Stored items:
-----

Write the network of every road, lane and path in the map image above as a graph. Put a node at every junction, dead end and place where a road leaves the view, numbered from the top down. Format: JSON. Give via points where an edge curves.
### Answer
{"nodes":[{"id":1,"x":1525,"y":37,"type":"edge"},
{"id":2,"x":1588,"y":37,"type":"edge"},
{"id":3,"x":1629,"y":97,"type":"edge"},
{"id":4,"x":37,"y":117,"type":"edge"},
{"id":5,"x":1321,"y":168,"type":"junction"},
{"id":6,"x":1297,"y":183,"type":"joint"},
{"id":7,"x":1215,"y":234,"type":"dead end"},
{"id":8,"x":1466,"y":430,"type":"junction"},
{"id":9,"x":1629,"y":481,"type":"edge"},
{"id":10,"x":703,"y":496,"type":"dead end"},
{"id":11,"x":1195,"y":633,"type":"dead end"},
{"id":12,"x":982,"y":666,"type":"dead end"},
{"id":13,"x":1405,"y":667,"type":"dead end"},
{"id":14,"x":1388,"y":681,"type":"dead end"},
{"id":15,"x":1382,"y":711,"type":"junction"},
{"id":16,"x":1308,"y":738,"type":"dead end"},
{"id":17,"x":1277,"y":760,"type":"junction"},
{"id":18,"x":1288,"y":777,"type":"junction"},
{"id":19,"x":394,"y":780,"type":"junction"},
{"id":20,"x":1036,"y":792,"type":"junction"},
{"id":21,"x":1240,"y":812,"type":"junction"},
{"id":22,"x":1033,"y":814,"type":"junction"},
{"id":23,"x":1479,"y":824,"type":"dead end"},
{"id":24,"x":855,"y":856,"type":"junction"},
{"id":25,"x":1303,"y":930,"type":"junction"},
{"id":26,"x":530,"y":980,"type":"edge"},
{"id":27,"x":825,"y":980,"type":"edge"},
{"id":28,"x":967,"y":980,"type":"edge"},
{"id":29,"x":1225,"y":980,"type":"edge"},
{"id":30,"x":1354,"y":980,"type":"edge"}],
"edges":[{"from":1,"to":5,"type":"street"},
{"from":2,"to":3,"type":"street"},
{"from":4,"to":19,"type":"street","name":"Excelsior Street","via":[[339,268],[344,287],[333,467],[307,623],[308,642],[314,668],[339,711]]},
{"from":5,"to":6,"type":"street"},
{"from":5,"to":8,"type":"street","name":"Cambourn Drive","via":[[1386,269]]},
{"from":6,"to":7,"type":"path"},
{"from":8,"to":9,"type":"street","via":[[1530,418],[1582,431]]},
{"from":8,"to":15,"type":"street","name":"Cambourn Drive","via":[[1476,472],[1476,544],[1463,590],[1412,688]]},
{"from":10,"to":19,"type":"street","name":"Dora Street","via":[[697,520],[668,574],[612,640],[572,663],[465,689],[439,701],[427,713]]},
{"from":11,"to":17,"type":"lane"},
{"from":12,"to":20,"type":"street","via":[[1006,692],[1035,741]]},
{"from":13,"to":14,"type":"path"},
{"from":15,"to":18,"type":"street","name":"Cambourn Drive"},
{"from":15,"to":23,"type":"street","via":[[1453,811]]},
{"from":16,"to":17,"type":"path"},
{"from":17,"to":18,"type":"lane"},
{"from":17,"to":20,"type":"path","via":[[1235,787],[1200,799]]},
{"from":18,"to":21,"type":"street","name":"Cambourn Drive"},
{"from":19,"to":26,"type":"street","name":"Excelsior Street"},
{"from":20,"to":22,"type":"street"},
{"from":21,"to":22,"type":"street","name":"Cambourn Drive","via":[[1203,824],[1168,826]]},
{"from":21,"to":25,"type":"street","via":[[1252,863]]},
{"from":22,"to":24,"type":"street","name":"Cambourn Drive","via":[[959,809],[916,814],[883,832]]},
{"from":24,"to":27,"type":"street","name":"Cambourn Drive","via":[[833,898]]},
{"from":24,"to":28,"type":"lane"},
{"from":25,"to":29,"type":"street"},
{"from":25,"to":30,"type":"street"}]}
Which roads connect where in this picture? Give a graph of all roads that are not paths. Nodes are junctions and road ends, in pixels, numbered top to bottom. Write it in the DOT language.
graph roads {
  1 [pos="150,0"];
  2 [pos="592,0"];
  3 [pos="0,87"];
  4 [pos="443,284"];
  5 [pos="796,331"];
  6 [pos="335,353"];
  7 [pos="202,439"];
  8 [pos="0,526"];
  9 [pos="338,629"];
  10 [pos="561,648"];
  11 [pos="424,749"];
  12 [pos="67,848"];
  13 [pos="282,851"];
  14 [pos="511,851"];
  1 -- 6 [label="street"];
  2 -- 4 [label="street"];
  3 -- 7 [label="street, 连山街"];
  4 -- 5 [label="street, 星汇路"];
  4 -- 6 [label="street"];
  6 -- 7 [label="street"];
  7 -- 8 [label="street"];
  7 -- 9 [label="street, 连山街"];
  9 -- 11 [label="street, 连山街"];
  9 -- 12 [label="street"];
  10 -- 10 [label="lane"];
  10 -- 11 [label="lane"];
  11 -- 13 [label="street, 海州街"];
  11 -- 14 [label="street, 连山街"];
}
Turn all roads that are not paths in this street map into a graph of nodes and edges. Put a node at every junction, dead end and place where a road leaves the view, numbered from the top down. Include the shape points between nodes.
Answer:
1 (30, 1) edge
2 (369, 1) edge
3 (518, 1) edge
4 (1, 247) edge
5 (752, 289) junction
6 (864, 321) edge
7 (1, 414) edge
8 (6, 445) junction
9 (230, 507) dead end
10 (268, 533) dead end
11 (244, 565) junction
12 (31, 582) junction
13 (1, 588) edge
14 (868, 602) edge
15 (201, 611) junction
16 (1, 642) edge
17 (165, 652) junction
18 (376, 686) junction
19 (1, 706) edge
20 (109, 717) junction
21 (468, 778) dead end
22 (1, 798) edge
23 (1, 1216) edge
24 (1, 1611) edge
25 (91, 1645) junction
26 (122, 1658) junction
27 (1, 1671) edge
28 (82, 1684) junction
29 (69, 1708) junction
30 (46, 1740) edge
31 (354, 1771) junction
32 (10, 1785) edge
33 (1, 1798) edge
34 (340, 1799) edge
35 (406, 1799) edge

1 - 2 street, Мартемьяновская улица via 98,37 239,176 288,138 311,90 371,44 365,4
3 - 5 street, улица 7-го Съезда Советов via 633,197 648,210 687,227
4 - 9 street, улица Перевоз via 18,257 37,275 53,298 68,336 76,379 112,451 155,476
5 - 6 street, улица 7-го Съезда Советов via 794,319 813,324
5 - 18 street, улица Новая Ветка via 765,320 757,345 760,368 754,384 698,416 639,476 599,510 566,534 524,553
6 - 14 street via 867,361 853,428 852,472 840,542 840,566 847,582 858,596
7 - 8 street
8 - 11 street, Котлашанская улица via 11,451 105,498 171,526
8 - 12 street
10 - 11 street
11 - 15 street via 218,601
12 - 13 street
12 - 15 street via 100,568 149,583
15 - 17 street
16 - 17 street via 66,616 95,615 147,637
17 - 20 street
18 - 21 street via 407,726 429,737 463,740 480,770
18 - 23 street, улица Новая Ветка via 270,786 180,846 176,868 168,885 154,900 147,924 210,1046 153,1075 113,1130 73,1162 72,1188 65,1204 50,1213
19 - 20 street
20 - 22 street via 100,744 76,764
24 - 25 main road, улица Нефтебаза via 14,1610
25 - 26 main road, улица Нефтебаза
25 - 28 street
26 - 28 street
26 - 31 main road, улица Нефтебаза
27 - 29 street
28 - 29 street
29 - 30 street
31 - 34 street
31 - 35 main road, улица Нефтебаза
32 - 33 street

-----

**What is required**
An exact copy of every entry above is required.

**Worked solution**
Write the network of every road, lane and path in the map image above as a graph. Put a node at every junction, dead end and place where a road leaves the view, numbered from the top down. Format: JSON. Give via points where an edge curves.
### Answer
{"nodes":[{"id":1,"x":1525,"y":37,"type":"edge"},
{"id":2,"x":1588,"y":37,"type":"edge"},
{"id":3,"x":1629,"y":97,"type":"edge"},
{"id":4,"x":37,"y":117,"type":"edge"},
{"id":5,"x":1321,"y":168,"type":"junction"},
{"id":6,"x":1297,"y":183,"type":"joint"},
{"id":7,"x":1215,"y":234,"type":"dead end"},
{"id":8,"x":1466,"y":430,"type":"junction"},
{"id":9,"x":1629,"y":481,"type":"edge"},
{"id":10,"x":703,"y":496,"type":"dead end"},
{"id":11,"x":1195,"y":633,"type":"dead end"},
{"id":12,"x":982,"y":666,"type":"dead end"},
{"id":13,"x":1405,"y":667,"type":"dead end"},
{"id":14,"x":1388,"y":681,"type":"dead end"},
{"id":15,"x":1382,"y":711,"type":"junction"},
{"id":16,"x":1308,"y":738,"type":"dead end"},
{"id":17,"x":1277,"y":760,"type":"junction"},
{"id":18,"x":1288,"y":777,"type":"junction"},
{"id":19,"x":394,"y":780,"type":"junction"},
{"id":20,"x":1036,"y":792,"type":"junction"},
{"id":21,"x":1240,"y":812,"type":"junction"},
{"id":22,"x":1033,"y":814,"type":"junction"},
{"id":23,"x":1479,"y":824,"type":"dead end"},
{"id":24,"x":855,"y":856,"type":"junction"},
{"id":25,"x":1303,"y":930,"type":"junction"},
{"id":26,"x":530,"y":980,"type":"edge"},
{"id":27,"x":825,"y":980,"type":"edge"},
{"id":28,"x":967,"y":980,"type":"edge"},
{"id":29,"x":1225,"y":980,"type":"edge"},
{"id":30,"x":1354,"y":980,"type":"edge"}],
"edges":[{"from":1,"to":5,"type":"street"},
{"from":2,"to":3,"type":"street"},
{"from":4,"to":19,"type":"street","name":"Excelsior Street","via":[[339,268],[344,287],[333,467],[307,623],[308,642],[314,668],[339,711]]},
{"from":5,"to":6,"type":"street"},
{"from":5,"to":8,"type":"street","name":"Cambourn Drive","via":[[1386,269]]},
{"from":6,"to":7,"type":"path"},
{"from":8,"to":9,"type":"street","via":[[1530,418],[1582,431]]},
{"from":8,"to":15,"type":"street","name":"Cambourn Drive","via":[[1476,472],[1476,544],[1463,590],[1412,688]]},
{"from":10,"to":19,"type":"street","name":"Dora Street","via":[[697,520],[668,574],[612,640],[572,663],[465,689],[439,701],[427,713]]},
{"from":11,"to":17,"type":"lane"},
{"from":12,"to":20,"type":"street","via":[[1006,692],[1035,741]]},
{"from":13,"to":14,"type":"path"},
{"from":15,"to":18,"type":"street","name":"Cambourn Drive"},
{"from":15,"to":23,"type":"street","via":[[1453,811]]},
{"from":16,"to":17,"type":"path"},
{"from":17,"to":18,"type":"lane"},
{"from":17,"to":20,"type":"path","via":[[1235,787],[1200,799]]},
{"from":18,"to":21,"type":"street","name":"Cambourn Drive"},
{"from":19,"to":26,"type":"street","name":"Excelsior Street"},
{"from":20,"to":22,"type":"street"},
{"from":21,"to":22,"type":"street","name":"Cambourn Drive","via":[[1203,824],[1168,826]]},
{"from":21,"to":25,"type":"street","via":[[1252,863]]},
{"from":22,"to":24,"type":"street","name":"Cambourn Drive","via":[[959,809],[916,814],[883,832]]},
{"from":24,"to":27,"type":"street","name":"Cambourn Drive","via":[[833,898]]},
{"from":24,"to":28,"type":"lane"},
{"from":25,"to":29,"type":"street"},
{"from":25,"to":30,"type":"street"}]}
Which roads connect where in this picture? Give a graph of all roads that are not paths. Nodes are junctions and road ends, in pixels, numbered top to bottom. Write it in the DOT language.
graph roads {
  1 [pos="150,0"];
  2 [pos="592,0"];
  3 [pos="0,87"];
  4 [pos="443,284"];
  5 [pos="796,331"];
  6 [pos="335,353"];
  7 [pos="202,439"];
  8 [pos="0,526"];
  9 [pos="338,629"];
  10 [pos="561,648"];
  11 [pos="424,749"];
  12 [pos="67,848"];
  13 [pos="282,851"];
  14 [pos="511,851"];
  1 -- 6 [label="street"];
  2 -- 4 [label="street"];
  3 -- 7 [label="street, 连山街"];
  4 -- 5 [label="street, 星汇路"];
  4 -- 6 [label="street"];
  6 -- 7 [label="street"];
  7 -- 8 [label="street"];
  7 -- 9 [label="street, 连山街"];
  9 -- 11 [label="street, 连山街"];
  9 -- 12 [label="street"];
  10 -- 10 [label="lane"];
  10 -- 11 [label="lane"];
  11 -- 13 [label="street, 海州街"];
  11 -- 14 [label="street, 连山街"];
}
Turn all roads that are not paths in this street map into a graph of nodes and edges. Put a node at every junction, dead end and place where a road leaves the view, numbered from the top down. Include the shape points between nodes.
Answer:
1 (30, 1) edge
2 (369, 1) edge
3 (518, 1) edge
4 (1, 247) edge
5 (752, 289) junction
6 (864, 321) edge
7 (1, 414) edge
8 (6, 445) junction
9 (230, 507) dead end
10 (268, 533) dead end
11 (244, 565) junction
12 (31, 582) junction
13 (1, 588) edge
14 (868, 602) edge
15 (201, 611) junction
16 (1, 642) edge
17 (165, 652) junction
18 (376, 686) junction
19 (1, 706) edge
20 (109, 717) junction
21 (468, 778) dead end
22 (1, 798) edge
23 (1, 1216) edge
24 (1, 1611) edge
25 (91, 1645) junction
26 (122, 1658) junction
27 (1, 1671) edge
28 (82, 1684) junction
29 (69, 1708) junction
30 (46, 1740) edge
31 (354, 1771) junction
32 (10, 1785) edge
33 (1, 1798) edge
34 (340, 1799) edge
35 (406, 1799) edge

1 - 2 street, Мартемьяновская улица via 98,37 239,176 288,138 311,90 371,44 365,4
3 - 5 street, улица 7-го Съезда Советов via 633,197 648,210 687,227
4 - 9 street, улица Перевоз via 18,257 37,275 53,298 68,336 76,379 112,451 155,476
5 - 6 street, улица 7-го Съезда Советов via 794,319 813,324
5 - 18 street, улица Новая Ветка via 765,320 757,345 760,368 754,384 698,416 639,476 599,510 566,534 524,553
6 - 14 street via 867,361 853,428 852,472 840,542 840,566 847,582 858,596
7 - 8 street
8 - 11 street, Котлашанская улица via 11,451 105,498 171,526
8 - 12 street
10 - 11 street
11 - 15 street via 218,601
12 - 13 street
12 - 15 street via 100,568 149,583
15 - 17 street
16 - 17 street via 66,616 95,615 147,637
17 - 20 street
18 - 21 street via 407,726 429,737 463,740 480,770
18 - 23 street, улица Новая Ветка via 270,786 180,846 176,868 168,885 154,900 147,924 210,1046 153,1075 113,1130 73,1162 72,1188 65,1204 50,1213
19 - 20 street
20 - 22 street via 100,744 76,764
24 - 25 main road, улица Нефтебаза via 14,1610
25 - 26 main road, улица Нефтебаза
25 - 28 street
26 - 28 street
26 - 31 main road, улица Нефтебаза
27 - 29 street
28 - 29 street
29 - 30 street
31 - 34 street
31 - 35 main road, улица Нефтебаза
32 - 33 street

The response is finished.